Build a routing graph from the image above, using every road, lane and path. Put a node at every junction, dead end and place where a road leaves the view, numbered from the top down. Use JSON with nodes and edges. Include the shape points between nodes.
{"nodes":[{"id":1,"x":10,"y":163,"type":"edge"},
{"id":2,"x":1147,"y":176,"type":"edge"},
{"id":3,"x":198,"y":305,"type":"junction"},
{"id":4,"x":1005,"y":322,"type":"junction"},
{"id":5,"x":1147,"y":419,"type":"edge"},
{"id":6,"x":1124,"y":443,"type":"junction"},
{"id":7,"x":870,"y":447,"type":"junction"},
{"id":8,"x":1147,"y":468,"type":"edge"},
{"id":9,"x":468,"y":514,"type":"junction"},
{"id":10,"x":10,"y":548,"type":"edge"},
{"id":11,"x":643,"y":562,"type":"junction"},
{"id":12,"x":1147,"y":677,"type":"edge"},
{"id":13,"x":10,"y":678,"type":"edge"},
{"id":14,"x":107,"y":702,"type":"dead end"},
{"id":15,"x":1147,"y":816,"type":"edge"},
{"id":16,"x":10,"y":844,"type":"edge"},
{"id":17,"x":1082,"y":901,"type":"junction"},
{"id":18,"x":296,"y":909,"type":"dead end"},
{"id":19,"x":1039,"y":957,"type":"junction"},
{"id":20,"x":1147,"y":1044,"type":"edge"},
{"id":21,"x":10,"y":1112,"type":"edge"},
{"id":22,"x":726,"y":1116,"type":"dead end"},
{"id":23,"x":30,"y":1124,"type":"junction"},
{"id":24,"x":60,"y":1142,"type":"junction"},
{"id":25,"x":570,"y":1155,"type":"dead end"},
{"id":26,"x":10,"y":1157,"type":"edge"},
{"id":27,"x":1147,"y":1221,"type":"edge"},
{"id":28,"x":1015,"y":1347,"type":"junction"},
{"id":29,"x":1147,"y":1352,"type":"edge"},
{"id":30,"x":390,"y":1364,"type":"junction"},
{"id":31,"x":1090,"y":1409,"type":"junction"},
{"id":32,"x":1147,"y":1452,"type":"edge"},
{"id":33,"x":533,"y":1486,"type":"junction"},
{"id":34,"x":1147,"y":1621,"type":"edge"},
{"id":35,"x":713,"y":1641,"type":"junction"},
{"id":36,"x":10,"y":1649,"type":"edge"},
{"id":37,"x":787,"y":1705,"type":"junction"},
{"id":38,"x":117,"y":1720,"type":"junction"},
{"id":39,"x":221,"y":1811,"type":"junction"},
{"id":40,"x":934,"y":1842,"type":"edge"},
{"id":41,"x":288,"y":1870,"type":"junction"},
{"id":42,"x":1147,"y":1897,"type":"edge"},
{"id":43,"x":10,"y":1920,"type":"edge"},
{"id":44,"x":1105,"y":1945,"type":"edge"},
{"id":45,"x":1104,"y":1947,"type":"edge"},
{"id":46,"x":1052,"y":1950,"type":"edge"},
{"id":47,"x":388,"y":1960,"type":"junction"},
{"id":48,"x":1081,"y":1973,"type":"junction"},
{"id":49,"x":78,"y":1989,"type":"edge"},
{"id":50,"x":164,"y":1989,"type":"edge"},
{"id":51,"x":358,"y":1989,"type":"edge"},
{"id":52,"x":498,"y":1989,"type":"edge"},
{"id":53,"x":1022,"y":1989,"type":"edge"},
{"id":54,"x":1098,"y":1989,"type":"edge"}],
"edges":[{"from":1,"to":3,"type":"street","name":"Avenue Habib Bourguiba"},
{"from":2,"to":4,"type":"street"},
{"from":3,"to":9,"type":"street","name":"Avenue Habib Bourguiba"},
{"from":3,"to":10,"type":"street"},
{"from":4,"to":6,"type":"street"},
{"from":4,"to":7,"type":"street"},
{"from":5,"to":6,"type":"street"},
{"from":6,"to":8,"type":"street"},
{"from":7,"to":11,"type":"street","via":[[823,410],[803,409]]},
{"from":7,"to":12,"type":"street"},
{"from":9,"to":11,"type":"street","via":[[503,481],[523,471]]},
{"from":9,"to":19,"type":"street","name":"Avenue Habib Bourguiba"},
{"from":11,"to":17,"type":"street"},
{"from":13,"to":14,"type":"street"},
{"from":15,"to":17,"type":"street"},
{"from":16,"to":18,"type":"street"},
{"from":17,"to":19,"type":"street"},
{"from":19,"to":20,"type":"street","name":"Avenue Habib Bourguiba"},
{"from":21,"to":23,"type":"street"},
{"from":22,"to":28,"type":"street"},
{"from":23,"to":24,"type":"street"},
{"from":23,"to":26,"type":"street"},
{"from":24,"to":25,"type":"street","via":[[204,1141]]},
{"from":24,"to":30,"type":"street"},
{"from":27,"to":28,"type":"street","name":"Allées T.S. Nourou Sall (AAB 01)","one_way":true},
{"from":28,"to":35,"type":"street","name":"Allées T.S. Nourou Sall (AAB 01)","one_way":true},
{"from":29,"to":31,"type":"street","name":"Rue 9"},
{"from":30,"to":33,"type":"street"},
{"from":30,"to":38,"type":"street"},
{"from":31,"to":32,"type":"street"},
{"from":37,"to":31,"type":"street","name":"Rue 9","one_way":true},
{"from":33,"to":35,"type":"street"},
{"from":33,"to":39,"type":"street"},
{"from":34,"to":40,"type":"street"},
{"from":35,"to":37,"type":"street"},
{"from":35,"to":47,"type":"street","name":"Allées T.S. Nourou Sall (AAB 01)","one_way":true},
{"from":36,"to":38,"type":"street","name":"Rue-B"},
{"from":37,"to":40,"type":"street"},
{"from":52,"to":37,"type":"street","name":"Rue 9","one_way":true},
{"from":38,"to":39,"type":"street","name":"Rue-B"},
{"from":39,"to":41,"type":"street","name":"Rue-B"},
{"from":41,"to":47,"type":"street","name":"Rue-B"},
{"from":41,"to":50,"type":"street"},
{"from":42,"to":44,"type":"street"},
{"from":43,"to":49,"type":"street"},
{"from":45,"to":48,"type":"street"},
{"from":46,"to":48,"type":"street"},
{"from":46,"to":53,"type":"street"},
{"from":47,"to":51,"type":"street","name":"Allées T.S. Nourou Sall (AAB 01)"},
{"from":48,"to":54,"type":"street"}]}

### What to do
Scan the listing for the string "nodes" and copy every line that carries it.

### Response to this exercise
Build a routing graph from the image above, using every road, lane and path. Put a node at every junction, dead end and place where a road leaves the view, numbered from the top down. Use JSON with nodes and edges. Include the shape points between nodes.
{"nodes":[{"id":1,"x":10,"y":163,"type":"edge"},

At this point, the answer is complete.